Excerpted records =>

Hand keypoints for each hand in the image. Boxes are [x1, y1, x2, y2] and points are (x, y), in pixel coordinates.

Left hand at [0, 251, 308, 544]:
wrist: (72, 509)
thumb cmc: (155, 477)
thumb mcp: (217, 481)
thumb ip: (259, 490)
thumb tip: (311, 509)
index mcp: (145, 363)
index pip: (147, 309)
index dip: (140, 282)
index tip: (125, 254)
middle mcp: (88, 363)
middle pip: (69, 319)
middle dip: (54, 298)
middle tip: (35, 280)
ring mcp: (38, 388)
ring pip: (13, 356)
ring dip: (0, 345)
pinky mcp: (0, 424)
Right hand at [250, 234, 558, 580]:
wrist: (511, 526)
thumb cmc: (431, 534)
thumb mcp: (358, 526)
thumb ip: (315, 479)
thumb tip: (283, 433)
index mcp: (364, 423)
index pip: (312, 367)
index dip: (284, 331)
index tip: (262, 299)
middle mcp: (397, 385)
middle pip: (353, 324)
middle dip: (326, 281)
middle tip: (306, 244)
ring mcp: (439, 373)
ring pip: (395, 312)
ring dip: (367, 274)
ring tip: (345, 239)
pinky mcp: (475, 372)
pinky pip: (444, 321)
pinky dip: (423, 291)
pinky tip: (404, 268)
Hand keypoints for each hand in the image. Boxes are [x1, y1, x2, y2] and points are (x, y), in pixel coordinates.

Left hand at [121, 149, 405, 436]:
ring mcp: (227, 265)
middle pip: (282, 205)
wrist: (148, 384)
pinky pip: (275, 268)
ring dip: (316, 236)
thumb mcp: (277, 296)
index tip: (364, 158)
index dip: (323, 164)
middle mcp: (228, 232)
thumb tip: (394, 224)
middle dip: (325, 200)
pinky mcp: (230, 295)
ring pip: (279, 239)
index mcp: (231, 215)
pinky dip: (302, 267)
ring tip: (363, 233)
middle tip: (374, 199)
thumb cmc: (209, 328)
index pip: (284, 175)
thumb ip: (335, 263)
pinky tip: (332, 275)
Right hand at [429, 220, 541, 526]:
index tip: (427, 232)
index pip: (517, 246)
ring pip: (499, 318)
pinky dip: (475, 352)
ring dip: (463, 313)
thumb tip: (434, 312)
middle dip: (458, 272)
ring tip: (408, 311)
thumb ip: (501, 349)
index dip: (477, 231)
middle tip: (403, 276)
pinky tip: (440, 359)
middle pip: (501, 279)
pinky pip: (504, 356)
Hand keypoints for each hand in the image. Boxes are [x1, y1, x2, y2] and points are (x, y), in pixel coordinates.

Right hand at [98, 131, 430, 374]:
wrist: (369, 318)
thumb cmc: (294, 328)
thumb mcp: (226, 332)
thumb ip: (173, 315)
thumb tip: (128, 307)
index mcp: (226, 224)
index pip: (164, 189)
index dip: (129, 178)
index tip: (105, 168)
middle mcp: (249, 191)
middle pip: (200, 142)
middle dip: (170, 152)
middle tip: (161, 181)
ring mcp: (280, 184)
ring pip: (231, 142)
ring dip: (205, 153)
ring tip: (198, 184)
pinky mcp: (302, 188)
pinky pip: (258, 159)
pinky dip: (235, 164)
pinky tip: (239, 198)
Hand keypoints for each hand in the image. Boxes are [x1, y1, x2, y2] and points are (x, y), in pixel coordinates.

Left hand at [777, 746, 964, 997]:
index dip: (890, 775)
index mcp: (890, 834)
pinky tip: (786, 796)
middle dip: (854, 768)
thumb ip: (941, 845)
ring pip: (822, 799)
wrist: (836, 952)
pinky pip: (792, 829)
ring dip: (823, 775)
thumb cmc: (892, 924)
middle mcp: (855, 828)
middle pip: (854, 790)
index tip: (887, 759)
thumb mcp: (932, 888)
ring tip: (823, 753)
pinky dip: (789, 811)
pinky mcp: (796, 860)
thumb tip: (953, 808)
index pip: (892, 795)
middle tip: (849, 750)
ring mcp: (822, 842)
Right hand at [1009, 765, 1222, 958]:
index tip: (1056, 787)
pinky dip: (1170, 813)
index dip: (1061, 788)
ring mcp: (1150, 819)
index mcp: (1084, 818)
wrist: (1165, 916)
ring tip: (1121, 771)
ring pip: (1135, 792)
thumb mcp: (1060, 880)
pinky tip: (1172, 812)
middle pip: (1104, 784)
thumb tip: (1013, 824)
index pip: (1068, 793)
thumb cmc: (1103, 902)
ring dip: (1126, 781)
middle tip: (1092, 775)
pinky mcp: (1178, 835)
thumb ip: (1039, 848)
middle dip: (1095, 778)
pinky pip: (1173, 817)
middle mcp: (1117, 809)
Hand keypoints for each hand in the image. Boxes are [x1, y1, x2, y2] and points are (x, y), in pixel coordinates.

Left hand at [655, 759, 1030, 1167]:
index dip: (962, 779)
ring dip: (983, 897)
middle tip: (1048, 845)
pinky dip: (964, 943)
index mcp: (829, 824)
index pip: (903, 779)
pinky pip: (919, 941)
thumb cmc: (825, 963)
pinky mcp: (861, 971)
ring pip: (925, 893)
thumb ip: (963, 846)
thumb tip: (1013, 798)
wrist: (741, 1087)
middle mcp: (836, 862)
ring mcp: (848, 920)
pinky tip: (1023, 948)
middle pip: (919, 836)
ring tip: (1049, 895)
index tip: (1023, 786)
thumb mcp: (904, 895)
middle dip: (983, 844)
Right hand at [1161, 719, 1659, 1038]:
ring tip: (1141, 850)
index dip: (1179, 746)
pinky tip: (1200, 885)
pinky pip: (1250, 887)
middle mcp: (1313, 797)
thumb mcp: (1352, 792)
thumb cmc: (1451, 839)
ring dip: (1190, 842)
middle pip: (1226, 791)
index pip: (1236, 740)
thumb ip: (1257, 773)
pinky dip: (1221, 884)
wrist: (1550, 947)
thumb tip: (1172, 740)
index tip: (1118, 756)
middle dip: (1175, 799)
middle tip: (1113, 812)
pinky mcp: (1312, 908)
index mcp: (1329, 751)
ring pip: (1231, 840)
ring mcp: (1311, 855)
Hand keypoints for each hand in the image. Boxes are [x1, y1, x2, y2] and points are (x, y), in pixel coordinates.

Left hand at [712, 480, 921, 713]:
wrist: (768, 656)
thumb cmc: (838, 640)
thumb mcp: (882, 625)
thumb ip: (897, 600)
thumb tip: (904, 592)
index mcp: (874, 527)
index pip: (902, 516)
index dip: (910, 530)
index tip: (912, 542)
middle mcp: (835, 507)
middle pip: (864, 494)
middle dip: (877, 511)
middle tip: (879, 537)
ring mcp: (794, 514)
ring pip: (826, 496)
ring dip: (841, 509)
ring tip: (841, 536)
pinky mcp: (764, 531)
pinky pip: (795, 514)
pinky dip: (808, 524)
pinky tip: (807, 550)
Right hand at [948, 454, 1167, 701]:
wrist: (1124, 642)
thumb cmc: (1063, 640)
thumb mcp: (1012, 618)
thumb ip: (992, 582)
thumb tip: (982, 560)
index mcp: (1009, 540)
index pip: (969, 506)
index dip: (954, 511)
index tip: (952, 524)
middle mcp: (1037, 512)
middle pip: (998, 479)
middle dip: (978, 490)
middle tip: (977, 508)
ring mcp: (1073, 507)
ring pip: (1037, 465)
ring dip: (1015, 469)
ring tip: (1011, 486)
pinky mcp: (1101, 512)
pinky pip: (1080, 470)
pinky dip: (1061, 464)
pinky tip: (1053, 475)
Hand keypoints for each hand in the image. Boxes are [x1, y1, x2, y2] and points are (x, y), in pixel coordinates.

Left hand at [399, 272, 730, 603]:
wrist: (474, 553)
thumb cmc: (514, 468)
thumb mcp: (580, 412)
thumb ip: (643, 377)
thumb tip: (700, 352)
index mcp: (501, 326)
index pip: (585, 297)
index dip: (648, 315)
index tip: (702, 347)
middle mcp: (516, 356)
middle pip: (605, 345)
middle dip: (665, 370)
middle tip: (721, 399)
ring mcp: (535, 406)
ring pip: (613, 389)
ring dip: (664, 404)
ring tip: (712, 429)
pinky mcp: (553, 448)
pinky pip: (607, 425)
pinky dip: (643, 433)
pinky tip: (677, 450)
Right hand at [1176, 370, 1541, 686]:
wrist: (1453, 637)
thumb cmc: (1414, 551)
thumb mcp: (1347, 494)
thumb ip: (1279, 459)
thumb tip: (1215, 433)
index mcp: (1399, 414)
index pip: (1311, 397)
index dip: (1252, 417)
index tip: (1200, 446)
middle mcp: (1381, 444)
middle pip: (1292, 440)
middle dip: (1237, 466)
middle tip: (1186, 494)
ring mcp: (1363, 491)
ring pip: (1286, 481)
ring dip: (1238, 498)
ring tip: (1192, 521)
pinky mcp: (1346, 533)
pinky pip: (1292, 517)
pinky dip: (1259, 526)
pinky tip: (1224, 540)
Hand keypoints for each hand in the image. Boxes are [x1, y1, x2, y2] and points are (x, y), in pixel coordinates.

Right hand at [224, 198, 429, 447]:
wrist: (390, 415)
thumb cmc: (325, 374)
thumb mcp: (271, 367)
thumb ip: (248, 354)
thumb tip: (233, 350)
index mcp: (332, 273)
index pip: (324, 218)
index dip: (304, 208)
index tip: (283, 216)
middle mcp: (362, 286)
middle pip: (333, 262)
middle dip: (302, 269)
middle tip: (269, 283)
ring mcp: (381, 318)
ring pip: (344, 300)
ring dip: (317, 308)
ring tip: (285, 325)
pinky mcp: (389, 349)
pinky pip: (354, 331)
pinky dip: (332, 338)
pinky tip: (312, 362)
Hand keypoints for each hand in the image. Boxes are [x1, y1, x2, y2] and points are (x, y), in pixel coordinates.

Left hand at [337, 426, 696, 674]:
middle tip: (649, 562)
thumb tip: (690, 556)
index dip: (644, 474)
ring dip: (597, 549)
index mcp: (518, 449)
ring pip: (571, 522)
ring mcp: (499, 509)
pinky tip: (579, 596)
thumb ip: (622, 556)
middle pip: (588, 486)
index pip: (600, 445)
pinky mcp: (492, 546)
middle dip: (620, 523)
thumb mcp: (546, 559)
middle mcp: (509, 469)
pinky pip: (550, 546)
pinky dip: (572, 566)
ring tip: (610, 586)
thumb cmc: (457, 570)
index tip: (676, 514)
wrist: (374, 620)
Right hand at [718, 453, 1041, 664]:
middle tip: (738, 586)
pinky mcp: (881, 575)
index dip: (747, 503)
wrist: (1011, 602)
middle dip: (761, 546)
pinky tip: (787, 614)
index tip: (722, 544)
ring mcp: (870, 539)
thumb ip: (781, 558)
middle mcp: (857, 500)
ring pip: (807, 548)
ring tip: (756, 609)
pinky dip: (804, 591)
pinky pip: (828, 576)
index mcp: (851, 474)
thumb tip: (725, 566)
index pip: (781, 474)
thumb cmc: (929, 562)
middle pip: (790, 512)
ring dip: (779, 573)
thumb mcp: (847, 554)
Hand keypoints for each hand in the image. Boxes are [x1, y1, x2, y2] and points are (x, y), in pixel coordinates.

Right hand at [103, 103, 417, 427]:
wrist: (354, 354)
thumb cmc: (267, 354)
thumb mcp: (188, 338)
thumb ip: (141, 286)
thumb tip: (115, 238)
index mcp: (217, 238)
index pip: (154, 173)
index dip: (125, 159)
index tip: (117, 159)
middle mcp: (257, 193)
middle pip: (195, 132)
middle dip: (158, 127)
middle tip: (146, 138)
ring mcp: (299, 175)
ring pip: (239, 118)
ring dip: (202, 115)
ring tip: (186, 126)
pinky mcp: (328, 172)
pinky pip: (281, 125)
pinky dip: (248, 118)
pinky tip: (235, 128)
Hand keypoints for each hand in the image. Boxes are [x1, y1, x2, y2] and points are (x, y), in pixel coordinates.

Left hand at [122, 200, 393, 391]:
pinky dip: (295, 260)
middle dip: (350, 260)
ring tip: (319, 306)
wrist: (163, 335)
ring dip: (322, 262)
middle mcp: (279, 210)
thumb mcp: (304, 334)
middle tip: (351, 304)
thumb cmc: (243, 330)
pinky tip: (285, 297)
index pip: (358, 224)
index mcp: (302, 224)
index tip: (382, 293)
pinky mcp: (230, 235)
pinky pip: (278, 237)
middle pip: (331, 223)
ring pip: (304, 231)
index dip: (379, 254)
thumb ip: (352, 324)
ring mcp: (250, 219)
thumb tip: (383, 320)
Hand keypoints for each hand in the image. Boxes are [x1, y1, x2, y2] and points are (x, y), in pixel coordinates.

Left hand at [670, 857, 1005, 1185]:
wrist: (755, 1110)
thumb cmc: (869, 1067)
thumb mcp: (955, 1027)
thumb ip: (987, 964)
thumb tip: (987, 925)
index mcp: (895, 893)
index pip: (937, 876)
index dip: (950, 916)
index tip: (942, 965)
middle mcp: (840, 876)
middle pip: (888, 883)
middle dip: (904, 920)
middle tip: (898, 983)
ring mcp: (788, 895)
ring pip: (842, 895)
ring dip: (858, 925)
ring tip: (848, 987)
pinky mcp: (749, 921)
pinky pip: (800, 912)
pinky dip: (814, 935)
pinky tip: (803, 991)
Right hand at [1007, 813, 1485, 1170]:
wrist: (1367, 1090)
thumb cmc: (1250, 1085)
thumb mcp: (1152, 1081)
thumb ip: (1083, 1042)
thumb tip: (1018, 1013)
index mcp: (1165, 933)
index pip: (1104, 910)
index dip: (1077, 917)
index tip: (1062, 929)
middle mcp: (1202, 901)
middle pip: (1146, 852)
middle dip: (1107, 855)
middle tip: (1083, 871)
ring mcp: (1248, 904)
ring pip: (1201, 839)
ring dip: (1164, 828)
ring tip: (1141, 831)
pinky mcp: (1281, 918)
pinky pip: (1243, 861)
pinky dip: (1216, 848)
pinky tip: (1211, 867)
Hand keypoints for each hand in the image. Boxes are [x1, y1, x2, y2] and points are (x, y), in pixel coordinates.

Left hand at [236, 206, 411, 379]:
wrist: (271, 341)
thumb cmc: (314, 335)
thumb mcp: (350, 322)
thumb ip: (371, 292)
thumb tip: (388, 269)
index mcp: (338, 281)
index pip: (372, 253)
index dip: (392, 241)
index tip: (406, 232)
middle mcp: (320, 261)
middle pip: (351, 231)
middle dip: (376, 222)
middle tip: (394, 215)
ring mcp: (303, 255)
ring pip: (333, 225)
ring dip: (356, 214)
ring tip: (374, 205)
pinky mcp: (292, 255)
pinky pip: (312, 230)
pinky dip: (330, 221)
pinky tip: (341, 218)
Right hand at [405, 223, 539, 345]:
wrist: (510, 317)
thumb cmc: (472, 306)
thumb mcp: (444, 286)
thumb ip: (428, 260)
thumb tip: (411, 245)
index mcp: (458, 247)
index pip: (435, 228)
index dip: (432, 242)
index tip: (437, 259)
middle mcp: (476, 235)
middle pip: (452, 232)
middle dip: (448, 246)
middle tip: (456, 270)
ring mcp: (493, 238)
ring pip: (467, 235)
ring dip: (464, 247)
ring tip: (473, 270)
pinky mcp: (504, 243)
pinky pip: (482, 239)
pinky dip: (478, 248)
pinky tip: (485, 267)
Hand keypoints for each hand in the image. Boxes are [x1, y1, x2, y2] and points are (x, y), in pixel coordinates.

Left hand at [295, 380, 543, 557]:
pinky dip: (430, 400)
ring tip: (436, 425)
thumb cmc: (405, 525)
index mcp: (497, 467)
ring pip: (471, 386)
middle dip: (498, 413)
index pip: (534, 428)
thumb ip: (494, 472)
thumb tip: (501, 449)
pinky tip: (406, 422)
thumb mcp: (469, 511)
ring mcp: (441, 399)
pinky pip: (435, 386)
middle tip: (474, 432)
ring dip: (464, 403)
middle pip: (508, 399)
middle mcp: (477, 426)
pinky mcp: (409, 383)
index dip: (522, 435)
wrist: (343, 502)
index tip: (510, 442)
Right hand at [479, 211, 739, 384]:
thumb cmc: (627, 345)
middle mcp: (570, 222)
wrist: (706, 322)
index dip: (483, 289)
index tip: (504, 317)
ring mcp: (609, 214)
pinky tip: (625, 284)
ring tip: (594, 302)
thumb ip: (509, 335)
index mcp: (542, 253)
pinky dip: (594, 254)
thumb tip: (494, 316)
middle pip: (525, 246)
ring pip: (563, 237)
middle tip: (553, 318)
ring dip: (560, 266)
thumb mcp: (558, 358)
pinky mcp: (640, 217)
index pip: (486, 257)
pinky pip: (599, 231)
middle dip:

What this task involves => Above are the entries. Output exactly the lines beginning with the line that has "thumb ip: (371, 292)" and ending with the line that has "index mcp: (542, 253)".

Task answer =>
thumb ip: (371, 292)
thumb tip: (388, 269)
index mcp: (338, 281)
index pip: (372, 253)
index dip: (392, 241)
index tip: (406, 232)
middle mcp: (320, 261)
middle pip: (351, 231)
middle dip: (376, 222)
middle tip: (394, 215)
ring mcp: (303, 255)
ring pip: (333, 225)
ring dip: (356, 214)
ring tip: (374, 205)
pinky mcp: (292, 255)
pinky pip: (312, 230)
pinky dip: (330, 221)
pinky tip: (341, 218)
Right hand at [405, 223, 539, 345]:
wrist: (510, 317)
thumb cmc: (472, 306)
thumb mcp: (444, 286)
thumb ip: (428, 260)
thumb tip: (411, 245)
index mcp: (458, 247)
index pip: (435, 228)
index dip: (432, 242)
index tip: (437, 259)
middle mcp: (476, 235)
middle pip: (452, 232)
middle dip: (448, 246)
middle tip: (456, 270)
ring mcp: (493, 238)
ring pip: (467, 235)
ring dip: (464, 247)
ring tip: (473, 270)
pinky mcp: (504, 243)
pinky pip: (482, 239)
pinky dip: (478, 248)
pinky tip: (485, 267)
Hand keypoints for each hand in the image. Boxes are [x1, y1, x2, y2] and points are (x, y), in pixel coordinates.

Left hand at [295, 380, 543, 557]:
pinky dip: (430, 400)
ring tip: (436, 425)
thumb cmc: (405, 525)
index mcp: (497, 467)
ring pip: (471, 386)
middle dip: (498, 413)
index pip: (534, 428)
thumb ip: (494, 472)
thumb tip: (501, 449)
pinky tip: (406, 422)
thumb mcp: (469, 511)
ring mcp: (441, 399)
pinky pip: (435, 386)
middle tip: (474, 432)
ring dip: (464, 403)
middle pip: (508, 399)
middle mcp: (477, 426)
pinky mcp: (409, 383)
index dip: (522, 435)
wrist: (343, 502)
index tip: (510, 442)
Right hand at [479, 211, 739, 384]:
thumb cmc: (627, 345)
middle mcp: (570, 222)
wrist: (706, 322)
index dip: (483, 289)
index tip: (504, 317)
ring mcp: (609, 214)
pinky tip: (625, 284)
ring tip: (594, 302)
thumb ip: (509, 335)
index mcp: (542, 253)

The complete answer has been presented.